■ Work task
Return each line of the entries that mentions the word "highway".

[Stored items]
---*---

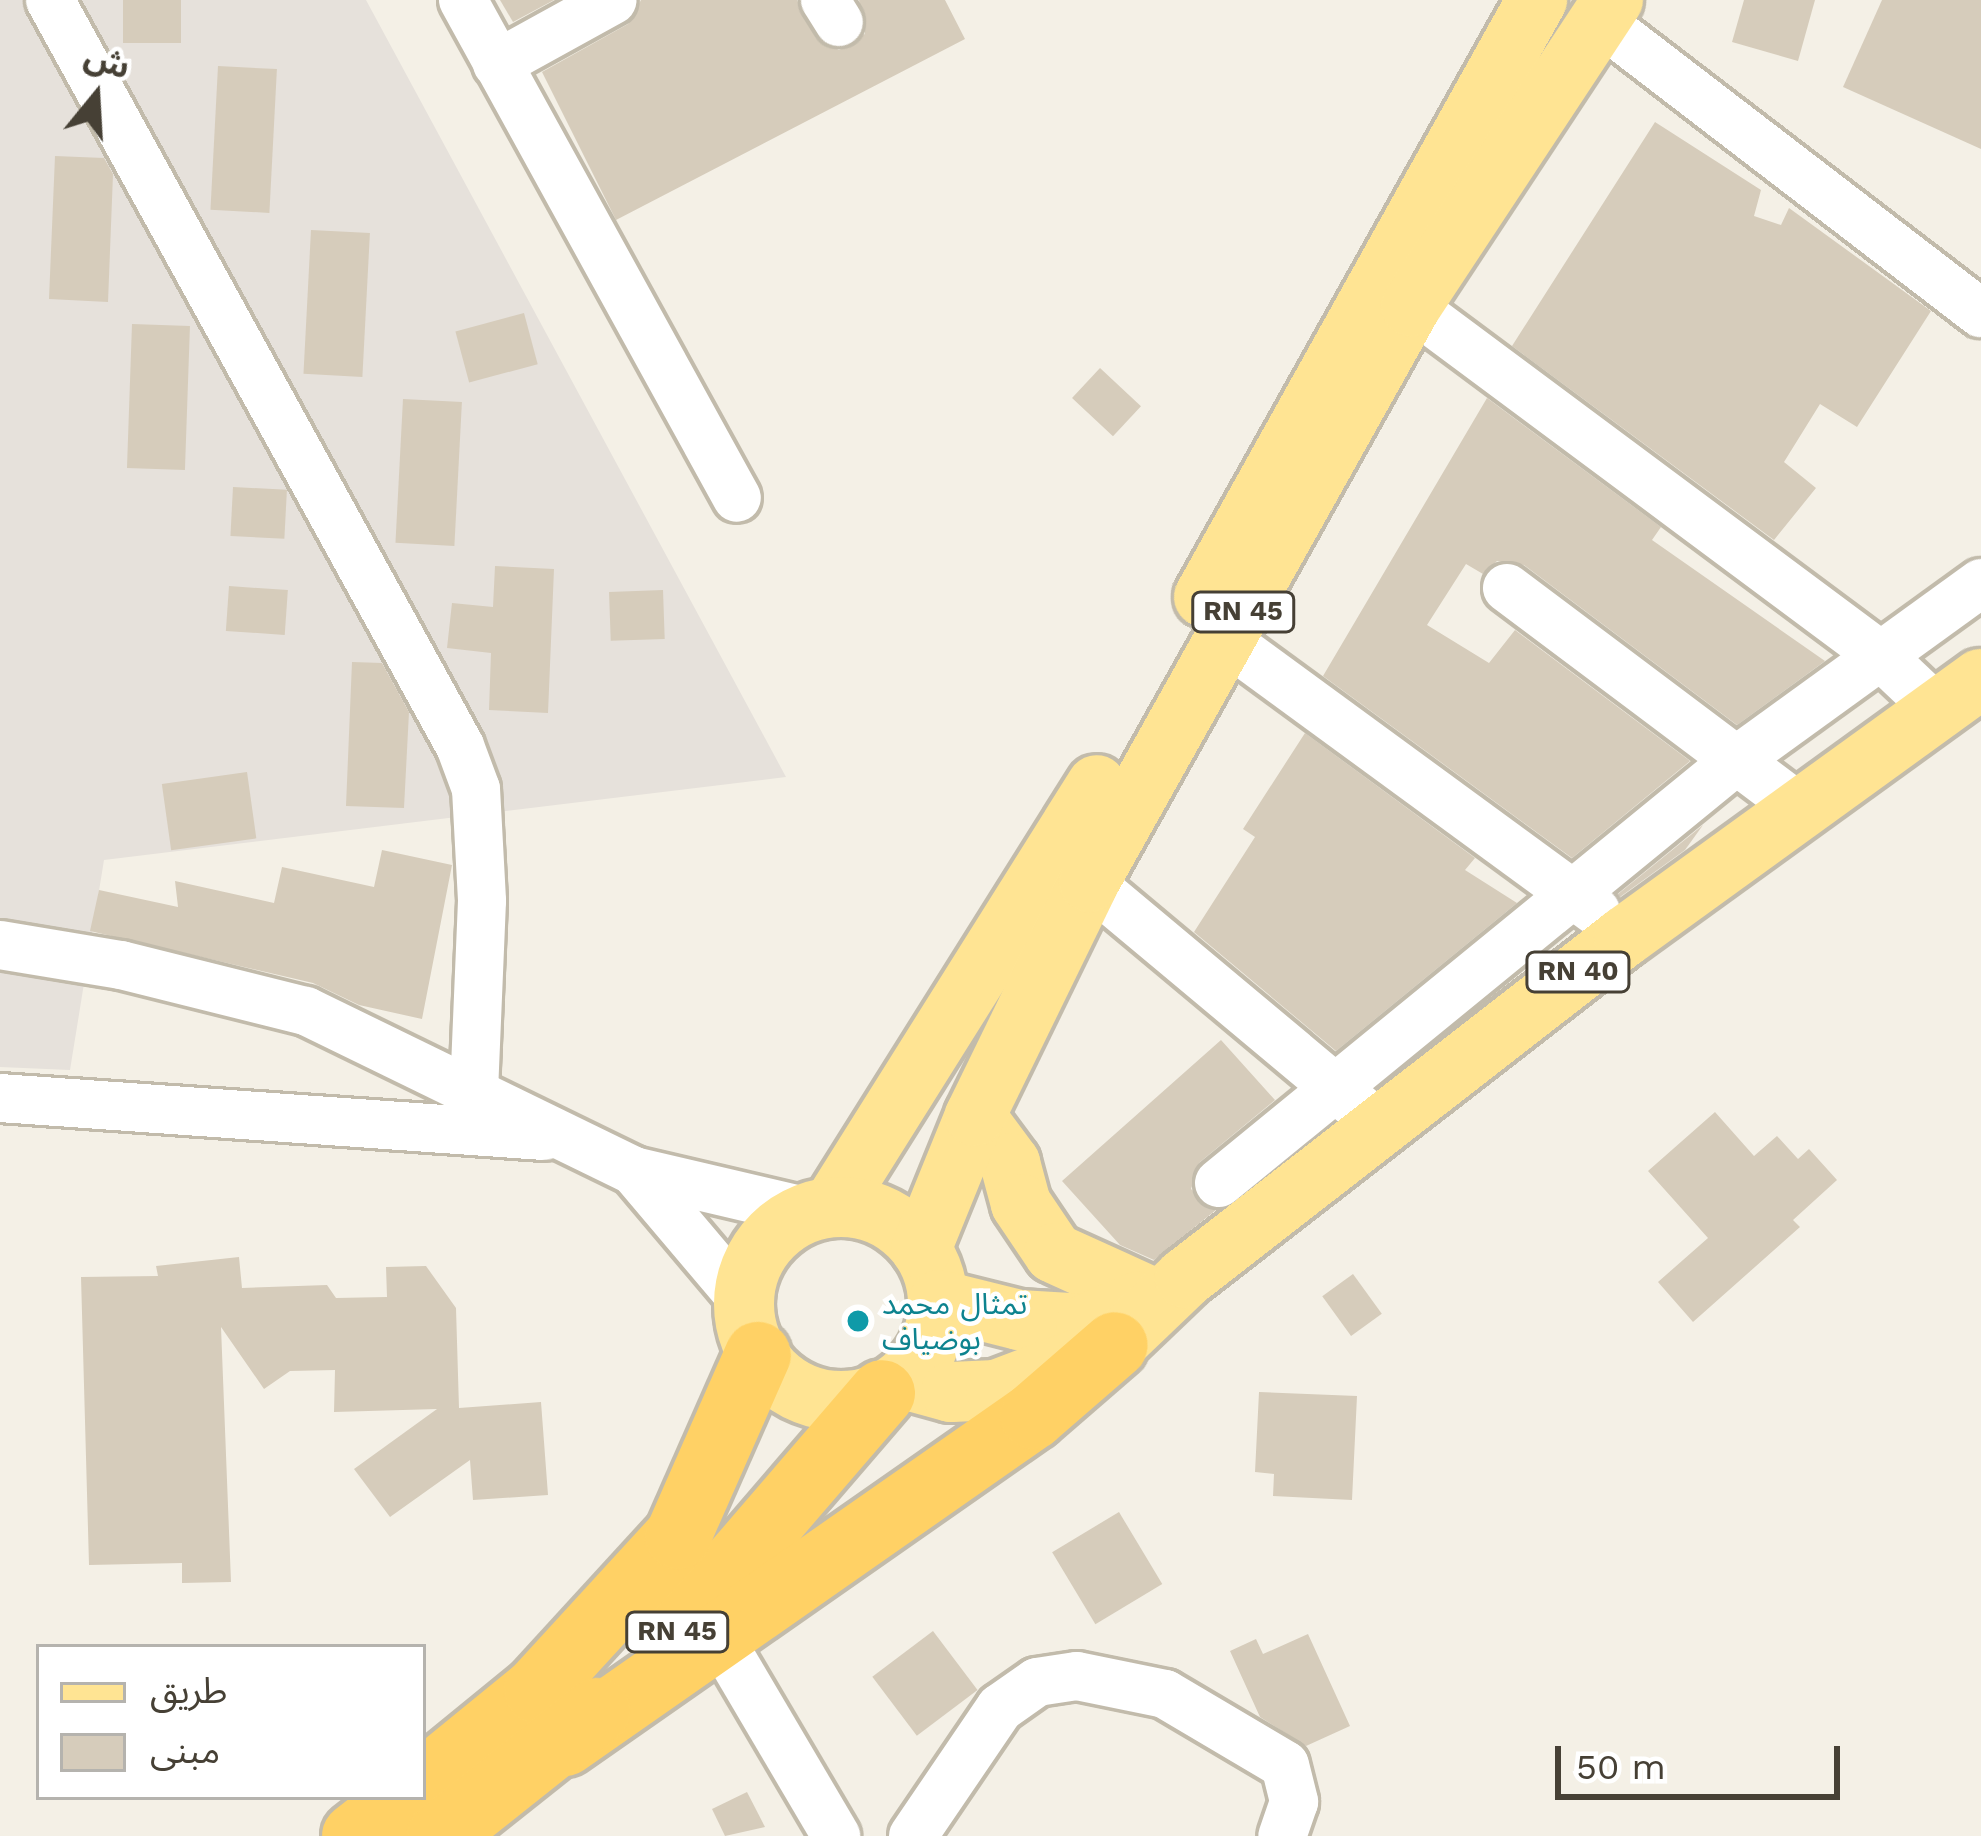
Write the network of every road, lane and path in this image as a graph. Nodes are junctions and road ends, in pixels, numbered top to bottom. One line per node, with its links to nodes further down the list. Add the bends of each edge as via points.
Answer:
1 (50, 0): 21 (street, via 460,746 476,788 482,901)
2 (463, 0): 6 (street)
3 (613, 0): 6 (street)
4 (1537, 0): 28 (main road, RN 45, via 1062,846)
5 (1607, 11): 7 (main road, RN 45); 8 (street)
6 (497, 64): 9 (street)
7 (1411, 306): 12 (main road, RN 45); 13 (street)
8 (1981, 313)
9 (737, 498)
10 (1981, 584): 13 (street)
11 (1508, 588): 15 (street)
12 (1227, 640): 17 (main road, RN 45); 18 (street)
13 (1880, 655): 14 (street); 15 (street)
14 (1960, 695): 16 (main road, RN 40)
15 (1738, 759): 16 (street); 18 (street)
16 (1805, 812): 19 (main road, RN 40)
17 (1089, 882): 23 (street); 24 (main road, RN 45)
18 (1576, 892): 19 (street); 23 (street)
19 (1624, 937): 23 (main road, RN 40)
20 (0, 945): 21 (street, via 306,1010)
21 (474, 1090): 25 (street)
22 (0, 1098): 25 (street)
23 (1358, 1107): 27 (street); 30 (main road, RN 40)
24 (975, 1116): 29 (main road, RN 45); 30 (main road, via 1010,1163 1021,1204 1054,1253)
25 (567, 1138): 26 (street)
26 (634, 1172): 28 (street); 31 (street)
27 (1219, 1183)
28 (821, 1210): 29 (main road, via 882,1216); 31 (main road, via 763,1246)
29 (930, 1275): 30 (main road, RN 40, via 1019,1320 1086,1324); 32 (main road, via 930,1343)
30 (1150, 1306): 32 (main road, via 996,1390); 33 (highway, RN 40, via 1033,1416)
31 (751, 1328): 32 (main road, via 799,1392 826,1400); 35 (highway, RN 45, via 678,1536 537,1690)
32 (893, 1386): 34 (highway, RN 45, via 707,1602)
33 (719, 1637): 34 (highway, RN 40); 39 (street)
34 (565, 1743): 38 (highway, RN 45)
35 (426, 1781)
36 (401, 1800): 37 (highway)
37 (355, 1836)
38 (440, 1836)
39 (836, 1836)
40 (914, 1836): 41 (street, via 1000,1708 1037,1682 1077,1676 1165,1694 1285,1765 1294,1802)
41 (1282, 1836)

---*---

■ Output for this exercise
30 (1150, 1306): 32 (main road, via 996,1390); 33 (highway, RN 40, via 1033,1416)
31 (751, 1328): 32 (main road, via 799,1392 826,1400); 35 (highway, RN 45, via 678,1536 537,1690)
32 (893, 1386): 34 (highway, RN 45, via 707,1602)
33 (719, 1637): 34 (highway, RN 40); 39 (street)
34 (565, 1743): 38 (highway, RN 45)
36 (401, 1800): 37 (highway)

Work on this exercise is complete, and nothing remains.